1) About the only positive in this tedious Canadian federal election campaign is the emergence of three new similes: as phony as a Mulcair smile; as naive as a Trudeau pronouncement; as evasive as a Harper answer.
2) As a Toronto resident who had to endure all the abuse from Americans about Rob Ford when he was our mayor, I’m thoroughly enjoying watching the Donald Trump sideshow.
3) New York Mets pitcher Matt Harvey’s agent, Scott Boros, demanded that the Mets limit his client’s mound appearances to 180 innings in order to protect his arm after Tommy John surgery. This is ridiculous for two reasons. First, an agent has no business trying to dictate a team’s lineup. If Boros wanted to request such a limit that would be fine; but he has no right to demand it, unless, of course, he had negotiated that stipulation in Harvey’s contract. We know he didn’t because Mets management would have laughed him out of the room. The other reason Boros’ demand is ridiculous is because an innings limit is meaningless. A pitch limit might be meaningful, but even then it would depend on the type of pitches Harvey throws and how often he throws them.
4) At a family dinner the other evening the conversation got around to broken bones. My list was: toe (tobogganing); nose (hit by a friend’s elbow when he suddenly turned around, not realizing I was right behind him on a stairway); wrist (playing touch football); hand (as a baseball catcher); arm (umpiring baseball); tail bone (tobogganing again); and, jaw (at the dentist). The jaw was actually my second broken bone (my toe being the first), but I left it to the last because an explanation is clearly required. I was having a back tooth extracted when I felt a sneeze coming. (Any of you who’ve been present when I sneeze will know that it’s a Richter scale event.) I grabbed the dentist’s wrist, but he thought it was because he was hurting me and ignored my attempt to get him to stop. I sneezed. The tooth came out. But a lot of other things happened, too. I spent four hours in the emergency room at the Toronto General Hospital, mostly because they had a very difficult time stitching my lacerated gum. And, my jaw was broken. It’s interesting that even though I played goal for many years, including Jr. B in Toronto and Senior A in the Maritimes, none of my broken bones were hockey-related. My daughter-in-law, Beverley made an interesting observation when she pointed out that I also had played mostly in an era when goalies didn’t wear masks.
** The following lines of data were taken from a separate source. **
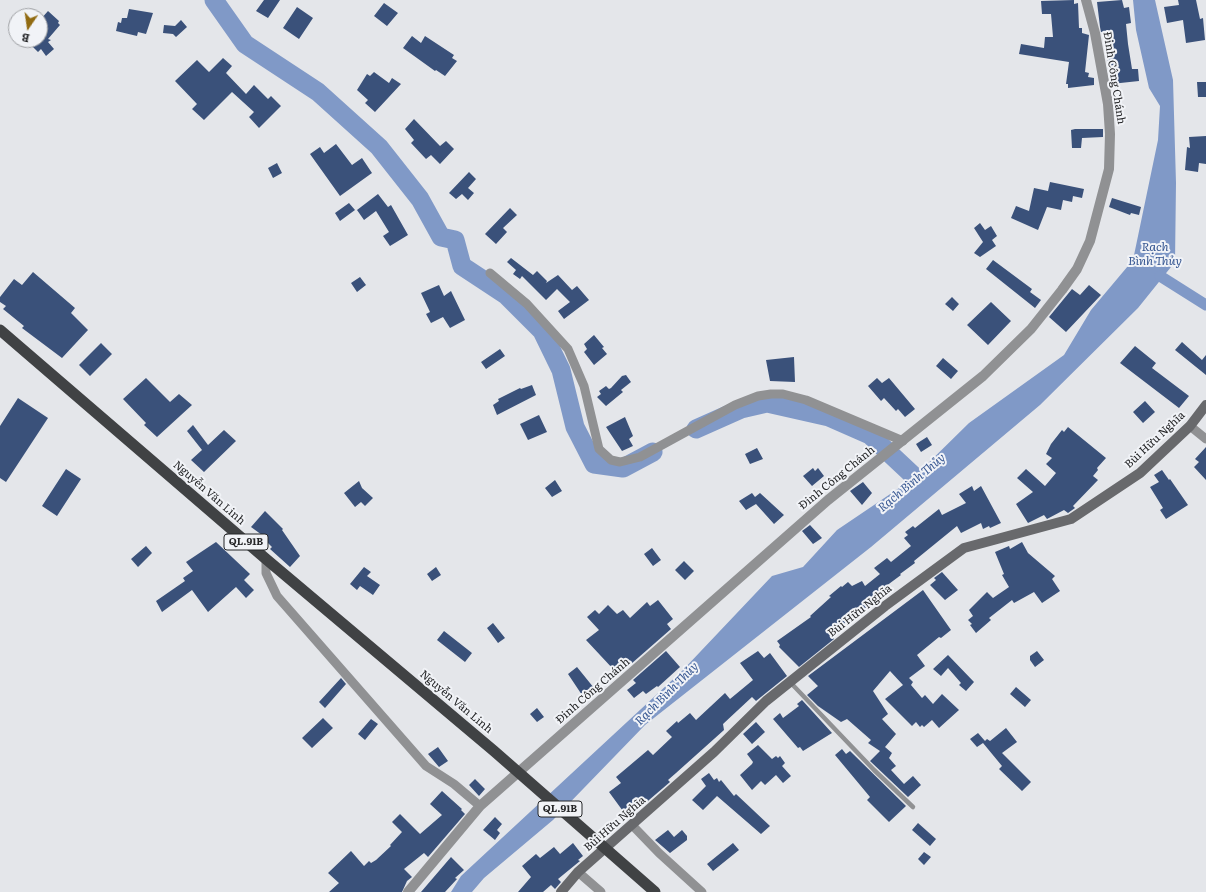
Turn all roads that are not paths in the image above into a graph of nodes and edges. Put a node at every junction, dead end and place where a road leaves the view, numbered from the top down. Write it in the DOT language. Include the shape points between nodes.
graph roads {
  1 [pos="1086,0"];
  2 [pos="490,273"];
  3 [pos="0,330"];
  4 [pos="1206,405"];
  5 [pos="1190,426"];
  6 [pos="1206,439"];
  7 [pos="901,442"];
  8 [pos="266,559"];
  9 [pos="789,681"];
  10 [pos="480,806"];
  11 [pos="913,807"];
  12 [pos="632,825"];
  13 [pos="578,872"];
  14 [pos="408,892"];
  15 [pos="561,892"];
  16 [pos="601,892"];
  17 [pos="655,892"];
  18 [pos="702,892"];
  1 -- 7 [label="street, Đinh Công Chánh" via="1108,104 1110,134 1109,169 1090,241 1077,269 1032,329 983,376"];
  2 -- 7 [label="street" via="528,304 568,348 584,386 599,449 611,460 620,462 640,457 735,405 771,394 783,394 806,400"];
  3 -- 8 [label="highway, Nguyễn Văn Linh / QL.91B"];
  4 -- 5 [label="main road, Bùi Hữu Nghĩa"];
  5 -- 6 [label="street"];
  5 -- 9 [label="main road, Bùi Hữu Nghĩa" via="1140,473 1071,518 964,548"];
  7 -- 10 [label="street, Đinh Công Chánh" via="828,500"];
  8 -- 10 [label="street" via="266,573 277,596 426,766 454,784"];
  8 -- 17 [label="highway, Nguyễn Văn Linh / QL.91B" via="494,751"];
  9 -- 11 [label="lane"];
  9 -- 12 [label="main road, Bùi Hữu Nghĩa"];
  10 -- 14 [label="street, Đinh Công Chánh"];
  12 -- 13 [label="main road, Bùi Hữu Nghĩa"];
  12 -- 18 [label="street"];
  13 -- 15 [label="main road, Bùi Hữu Nghĩa"];
  13 -- 16 [label="street"];
}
5) Jake Kennedy died this week in Charlottetown. He was seventy-four. Most of you reading this will have no idea who Jake Kennedy was. His brother, Forbes Kennedy, played over 600 games in the NHL back when it was a six-team league. Jake was a very promising hockey player himself when, as a teenager playing a game in the old Charlottetown Forum, he suffered a severe cut in his leg. As I understand it, a Good Samaritan came out of the stands and put a tourniquet of some type on Jake’s leg with a view to stemming the blood flow. Unfortunately, this person didn’t really know what he was doing and Jake had to have the leg amputated just below the knee. I first encountered Jake when I played goal for the Charlottetown Royals back in the 60s. By this time Jake had mastered the use of his artificial leg to the point where he often practised with the Royals. One time he travelled with us on a road trip. Jake and a few of us dropped into a pub in Halifax after our game. Some Halifax fans recognized us, and started to razz us. It was entirely good-natured until one particularly obstreperous Haligonian questioned the toughness of people from PEI. In response, Jake challenged the guy to a shin-kicking contest, enticing the Haligonian to take up the dare by giving him the first kick. Of course, it was no contest.
6) If you’re puzzled by the Maple Leafs giving up five minor leaguers for Michael Grabner, consider the following. None of those five had much chance of ever making the Leafs, and their departure frees up four roster spots which the Leafs might well fill with good prospects by trading one of the regulars that Babcock feels is expendable. (And make no mistake about it; this is going to be Babcock’s team.) Also, Grabner is one of the fastest skaters in the NHL and an excellent penalty killer.